I struggled with this problem a bit.  The report is intended to measure efficiency, so it would be somewhat laughable if the report performed inefficiently.  How could I minimize execution time for this particular report?  If Oracle Database is licensed by CPU core (or CPU socket in the case of the Standard Edition), does it make sense to perform all of the computations on the database server, or does it make sense to off-load some of that processing to the client’s dual, quad, or eight core CPU?  If the report were rendered by a shared resource, such as a web server, application server, or Citrix server, would I want that same CPU offloading as I would have planned with a dedicated client computer?  The report shows the information in a (modified) pivot table format, should I use the PIVOT function that was introduced with Oracle Database 11.1; or maybe I should use client-side control break logic that was taught in one of my university-level structured programming classes years ago?

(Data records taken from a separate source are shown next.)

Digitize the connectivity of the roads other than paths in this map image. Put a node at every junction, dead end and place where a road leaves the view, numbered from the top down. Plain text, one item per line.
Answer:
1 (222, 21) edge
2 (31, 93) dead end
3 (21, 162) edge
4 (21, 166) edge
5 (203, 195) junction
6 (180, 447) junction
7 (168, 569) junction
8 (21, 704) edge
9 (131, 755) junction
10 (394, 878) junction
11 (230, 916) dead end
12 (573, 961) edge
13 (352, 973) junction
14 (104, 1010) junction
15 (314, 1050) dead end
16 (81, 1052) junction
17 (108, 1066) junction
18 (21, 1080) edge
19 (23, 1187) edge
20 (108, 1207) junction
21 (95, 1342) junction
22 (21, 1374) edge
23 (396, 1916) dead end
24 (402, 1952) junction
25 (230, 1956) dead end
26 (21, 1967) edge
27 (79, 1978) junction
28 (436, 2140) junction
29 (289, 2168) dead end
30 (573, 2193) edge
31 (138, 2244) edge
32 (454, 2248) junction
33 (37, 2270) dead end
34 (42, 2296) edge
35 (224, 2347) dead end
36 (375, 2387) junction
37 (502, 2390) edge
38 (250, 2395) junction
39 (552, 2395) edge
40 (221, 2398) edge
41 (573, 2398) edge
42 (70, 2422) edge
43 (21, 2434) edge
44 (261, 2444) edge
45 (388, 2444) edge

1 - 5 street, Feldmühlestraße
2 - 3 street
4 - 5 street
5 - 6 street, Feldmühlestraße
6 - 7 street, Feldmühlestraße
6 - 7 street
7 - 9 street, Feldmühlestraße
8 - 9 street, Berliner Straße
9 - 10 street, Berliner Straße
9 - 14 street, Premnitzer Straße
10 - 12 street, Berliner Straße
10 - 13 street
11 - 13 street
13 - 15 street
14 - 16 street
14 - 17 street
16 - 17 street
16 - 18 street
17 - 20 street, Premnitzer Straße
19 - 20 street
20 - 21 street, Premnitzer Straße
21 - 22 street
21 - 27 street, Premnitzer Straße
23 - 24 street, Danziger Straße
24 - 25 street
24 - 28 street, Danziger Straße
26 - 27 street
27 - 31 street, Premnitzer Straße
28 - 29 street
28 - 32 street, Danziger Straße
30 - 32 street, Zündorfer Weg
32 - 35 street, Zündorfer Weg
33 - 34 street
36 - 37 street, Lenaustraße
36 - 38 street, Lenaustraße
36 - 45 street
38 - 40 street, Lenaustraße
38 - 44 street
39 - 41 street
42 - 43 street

That sketch of a report on a sheet of paper sure looked simple, now I need a control break (must be simple one key solution for that problem – check your keyboard :-) ).

It is possible to group the manufacturing lots by the Monday of the work week of the completion date (CLOSE_DATE) with the following function call:

NEXT_DAY(TRUNC(CLOSE_DATE),'MONDAY')-7)

Looks fairly simple.  If I had a date range of four weeks in mind, I might be inclined to do something like this in the WHERE clause of the query:

CLOSE_DATE BETWEEN (NEXT_DAY(TO_DATE('20-AUG-2012','DD-MON-YYYY'),'MONDAY')-28) AND (NEXT_DAY(TO_DATE('20-AUG-2012','DD-MON-YYYY'),'MONDAY')-1)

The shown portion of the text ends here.